The logistic (or sigmoid function) is equal to 0.5 when the argument is zero and tends to 0 for negative infinity and to 1 for positive infinity:

Consider a 1D problem, with positive class marked as pluses and negative as circles.

The log likelihood of the data is:

\ell(\textbf{w}) = \log(P(D_Y | D_X,\textbf{w})) = \log\Bigg(\prod_i \frac{1}{1+\exp\{-y_i\textbf{w}^\top\textbf{x}_i\}}\Bigg) = -\sum_{i} \log (1+\exp\{-y_i\textbf{w}^\top\textbf{x}_i\})

This log likelihood function is shown below in the space of the two parameters w_0 and w_1, with the maximum at (w_0=1, w_1=0.7).

The MLE solution is displayed below.

Now consider a 2D problem, with positive class marked as pluses and negative as circles. In order to visualize the problem in 2D, we are not using the constant feature x_0.

The log likelihood of the data is:

\ell(\textbf{w}) = \log(P(D_Y | D_X,\textbf{w})) = \log\Bigg(\prod_i \frac{1}{1+\exp\{-y_i\textbf{w}^\top\textbf{x}_i\}}\Bigg) = -\sum_{i} \log (1+\exp\{-y_i\textbf{w}^\top\textbf{x}_i\})

This log likelihood function is shown below in the space of the two parameters w_1 and w_2, with the maximum at (-0.81,0.81).

The MLE solution is displayed below, where the red color indicates high probability of positive class. The black line shows the decision boundary learned by MLE.

Why is the boundary linear? Consider the condition that holds at the boundary:

P(1|X)=P(-1|X) \;\;\rightarrow\;\; \frac{1}{1+\exp\{-\textbf{w}^\top\textbf{X}\}} =
\frac{\exp\{-\textbf{w}^\top\textbf{X}\}}{1+\exp\{-\textbf{w}^\top\textbf{X}\}}
\;\;\rightarrow\;\; \textbf{w}^\top\textbf{X} = 0

For the toy problem above, the optimal \textbf{w} is (-0.81,0.81), so solving \textbf{w}^\top\textbf{X} = -0.81x_1+0.81x_2=0 we get the line x_1 = x_2.
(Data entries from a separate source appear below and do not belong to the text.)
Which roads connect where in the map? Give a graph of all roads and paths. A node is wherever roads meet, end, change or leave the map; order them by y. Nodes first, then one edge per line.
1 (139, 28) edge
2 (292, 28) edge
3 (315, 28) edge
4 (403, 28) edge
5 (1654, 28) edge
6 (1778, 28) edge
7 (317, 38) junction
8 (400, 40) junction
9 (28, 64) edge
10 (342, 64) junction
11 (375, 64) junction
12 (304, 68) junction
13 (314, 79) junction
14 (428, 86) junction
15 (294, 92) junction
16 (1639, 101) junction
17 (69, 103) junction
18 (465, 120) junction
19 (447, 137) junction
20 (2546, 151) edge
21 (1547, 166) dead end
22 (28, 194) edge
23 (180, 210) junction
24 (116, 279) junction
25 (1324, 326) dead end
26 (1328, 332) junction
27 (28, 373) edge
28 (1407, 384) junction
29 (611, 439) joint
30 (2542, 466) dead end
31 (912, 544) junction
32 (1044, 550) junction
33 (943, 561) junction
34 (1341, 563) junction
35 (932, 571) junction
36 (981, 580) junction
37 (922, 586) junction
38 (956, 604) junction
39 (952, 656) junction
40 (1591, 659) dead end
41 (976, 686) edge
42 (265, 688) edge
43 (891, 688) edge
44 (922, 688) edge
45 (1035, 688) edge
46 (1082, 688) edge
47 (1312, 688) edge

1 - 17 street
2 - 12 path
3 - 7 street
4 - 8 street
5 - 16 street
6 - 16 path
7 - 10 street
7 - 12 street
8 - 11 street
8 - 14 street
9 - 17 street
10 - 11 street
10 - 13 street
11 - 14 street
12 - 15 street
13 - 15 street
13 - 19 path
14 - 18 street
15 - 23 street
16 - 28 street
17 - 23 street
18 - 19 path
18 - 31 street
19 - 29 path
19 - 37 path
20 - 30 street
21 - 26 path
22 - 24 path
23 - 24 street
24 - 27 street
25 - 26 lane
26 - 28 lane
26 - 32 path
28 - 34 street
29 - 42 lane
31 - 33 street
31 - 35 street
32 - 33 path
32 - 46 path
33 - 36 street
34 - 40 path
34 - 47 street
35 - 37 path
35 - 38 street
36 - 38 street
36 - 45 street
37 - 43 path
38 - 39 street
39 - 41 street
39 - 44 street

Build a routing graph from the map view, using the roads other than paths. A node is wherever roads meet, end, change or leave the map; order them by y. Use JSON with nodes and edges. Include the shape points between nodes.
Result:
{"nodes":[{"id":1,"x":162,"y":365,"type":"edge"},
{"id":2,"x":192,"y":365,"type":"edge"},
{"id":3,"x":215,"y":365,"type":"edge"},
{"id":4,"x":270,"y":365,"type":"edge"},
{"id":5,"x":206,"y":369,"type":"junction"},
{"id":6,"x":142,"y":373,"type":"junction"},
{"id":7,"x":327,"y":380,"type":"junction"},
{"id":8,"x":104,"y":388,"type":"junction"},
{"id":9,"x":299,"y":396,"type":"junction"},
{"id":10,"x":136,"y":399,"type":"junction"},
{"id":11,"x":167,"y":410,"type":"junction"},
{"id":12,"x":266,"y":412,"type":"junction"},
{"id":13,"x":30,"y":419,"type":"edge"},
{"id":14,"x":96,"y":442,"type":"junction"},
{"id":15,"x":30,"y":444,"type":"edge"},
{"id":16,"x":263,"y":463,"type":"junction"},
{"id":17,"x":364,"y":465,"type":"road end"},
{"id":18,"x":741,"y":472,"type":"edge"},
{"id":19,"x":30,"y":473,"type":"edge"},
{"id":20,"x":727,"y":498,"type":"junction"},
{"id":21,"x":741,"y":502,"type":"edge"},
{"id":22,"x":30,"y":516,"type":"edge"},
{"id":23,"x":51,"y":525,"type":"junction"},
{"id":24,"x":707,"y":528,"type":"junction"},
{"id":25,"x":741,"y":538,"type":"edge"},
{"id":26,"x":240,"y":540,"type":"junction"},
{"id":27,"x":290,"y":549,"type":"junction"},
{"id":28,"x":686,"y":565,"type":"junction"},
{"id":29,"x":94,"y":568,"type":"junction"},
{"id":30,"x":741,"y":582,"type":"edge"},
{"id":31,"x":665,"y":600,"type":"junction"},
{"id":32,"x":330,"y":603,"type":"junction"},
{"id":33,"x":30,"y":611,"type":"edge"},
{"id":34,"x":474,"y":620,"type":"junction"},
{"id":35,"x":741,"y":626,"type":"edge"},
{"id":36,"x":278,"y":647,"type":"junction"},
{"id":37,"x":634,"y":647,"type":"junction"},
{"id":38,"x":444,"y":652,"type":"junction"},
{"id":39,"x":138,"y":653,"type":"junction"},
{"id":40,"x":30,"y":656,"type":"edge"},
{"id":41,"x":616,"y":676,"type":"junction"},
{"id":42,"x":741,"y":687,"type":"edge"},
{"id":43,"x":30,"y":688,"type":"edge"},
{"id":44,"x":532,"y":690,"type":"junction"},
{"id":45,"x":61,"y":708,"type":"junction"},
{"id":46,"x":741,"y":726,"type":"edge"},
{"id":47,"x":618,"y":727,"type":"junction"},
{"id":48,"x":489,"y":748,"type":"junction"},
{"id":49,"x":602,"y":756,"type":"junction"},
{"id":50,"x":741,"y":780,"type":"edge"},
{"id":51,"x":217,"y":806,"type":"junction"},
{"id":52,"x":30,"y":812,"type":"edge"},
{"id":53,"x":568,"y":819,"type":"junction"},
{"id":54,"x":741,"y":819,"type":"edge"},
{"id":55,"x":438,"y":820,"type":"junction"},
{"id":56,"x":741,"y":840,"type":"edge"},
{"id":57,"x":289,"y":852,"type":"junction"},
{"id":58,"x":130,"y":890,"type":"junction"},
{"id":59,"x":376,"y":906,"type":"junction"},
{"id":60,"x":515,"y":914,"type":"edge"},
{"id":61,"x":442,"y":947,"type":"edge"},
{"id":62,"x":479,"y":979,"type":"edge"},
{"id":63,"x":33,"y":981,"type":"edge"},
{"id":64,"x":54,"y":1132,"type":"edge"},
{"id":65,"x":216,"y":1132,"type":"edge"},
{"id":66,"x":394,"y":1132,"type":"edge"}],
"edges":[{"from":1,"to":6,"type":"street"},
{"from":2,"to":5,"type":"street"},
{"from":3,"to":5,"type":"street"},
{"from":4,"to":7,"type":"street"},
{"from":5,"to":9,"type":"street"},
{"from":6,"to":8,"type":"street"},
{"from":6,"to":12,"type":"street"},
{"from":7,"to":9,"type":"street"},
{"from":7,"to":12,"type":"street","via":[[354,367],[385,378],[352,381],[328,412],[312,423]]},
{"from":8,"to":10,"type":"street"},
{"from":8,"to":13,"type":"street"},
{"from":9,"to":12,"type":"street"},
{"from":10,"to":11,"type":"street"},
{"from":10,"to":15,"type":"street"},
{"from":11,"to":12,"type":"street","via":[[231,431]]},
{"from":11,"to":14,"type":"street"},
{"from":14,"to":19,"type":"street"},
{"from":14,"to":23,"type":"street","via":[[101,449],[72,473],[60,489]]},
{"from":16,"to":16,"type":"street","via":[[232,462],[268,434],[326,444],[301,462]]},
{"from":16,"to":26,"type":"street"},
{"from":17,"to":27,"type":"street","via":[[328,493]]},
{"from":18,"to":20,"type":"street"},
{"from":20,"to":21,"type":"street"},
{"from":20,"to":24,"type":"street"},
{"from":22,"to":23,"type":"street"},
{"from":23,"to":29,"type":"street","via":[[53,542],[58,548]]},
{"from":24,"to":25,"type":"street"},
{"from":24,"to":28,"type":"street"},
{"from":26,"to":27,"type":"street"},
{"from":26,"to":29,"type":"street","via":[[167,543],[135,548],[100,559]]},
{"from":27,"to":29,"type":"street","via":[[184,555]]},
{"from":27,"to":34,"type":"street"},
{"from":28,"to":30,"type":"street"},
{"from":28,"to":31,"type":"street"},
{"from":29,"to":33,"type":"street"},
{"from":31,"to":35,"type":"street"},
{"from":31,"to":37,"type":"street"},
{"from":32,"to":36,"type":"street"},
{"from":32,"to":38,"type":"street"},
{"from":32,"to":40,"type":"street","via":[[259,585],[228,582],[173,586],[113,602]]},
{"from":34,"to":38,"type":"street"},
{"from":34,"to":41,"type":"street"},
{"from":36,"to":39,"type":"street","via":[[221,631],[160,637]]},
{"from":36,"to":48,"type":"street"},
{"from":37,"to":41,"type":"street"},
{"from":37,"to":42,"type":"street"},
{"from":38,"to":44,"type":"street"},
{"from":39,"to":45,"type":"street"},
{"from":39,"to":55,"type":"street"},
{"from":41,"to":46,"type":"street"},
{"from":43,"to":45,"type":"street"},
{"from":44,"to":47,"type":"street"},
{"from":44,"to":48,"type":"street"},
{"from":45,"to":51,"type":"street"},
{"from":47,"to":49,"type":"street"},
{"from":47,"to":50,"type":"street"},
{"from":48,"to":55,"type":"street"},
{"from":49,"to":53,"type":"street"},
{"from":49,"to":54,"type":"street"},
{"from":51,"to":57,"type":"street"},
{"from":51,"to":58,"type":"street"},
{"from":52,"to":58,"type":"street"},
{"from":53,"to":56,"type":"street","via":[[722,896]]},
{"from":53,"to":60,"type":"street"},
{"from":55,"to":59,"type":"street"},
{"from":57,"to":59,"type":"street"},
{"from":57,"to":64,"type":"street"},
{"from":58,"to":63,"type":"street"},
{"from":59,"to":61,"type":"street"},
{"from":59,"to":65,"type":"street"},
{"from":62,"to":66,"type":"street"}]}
Unfortunately, solving for the parameters is not "closed form", like it is Naive Bayes or (arguably) for least squares regression. To find MLE we will resort to iterative optimization. Luckily, the function we're trying to optimize is concave, which means it has one global optimum (caveat: it may be at infinity). The simplest form of optimization is gradient ascent: start at some point, let's say \textbf{w}^0=0 and climb up in steepest direction. The gradient of our objective is given by:

\nabla_{\textbf{w}}\;\ell(\textbf{w}) = \frac{\delta\log(P(D_Y | D_X,\textbf{w}))}{\delta\textbf{w}} = \sum_{i} \frac{y_i\textbf{x}_i\exp\{-y_i\textbf{w}^\top\textbf{x}_i\}}{1+\exp\{-y_i\textbf{w}^\top\textbf{x}_i\}} = \sum_{i} y_i\textbf{x}_i (1-P(y_i|\textbf{x}_i,\textbf{w}))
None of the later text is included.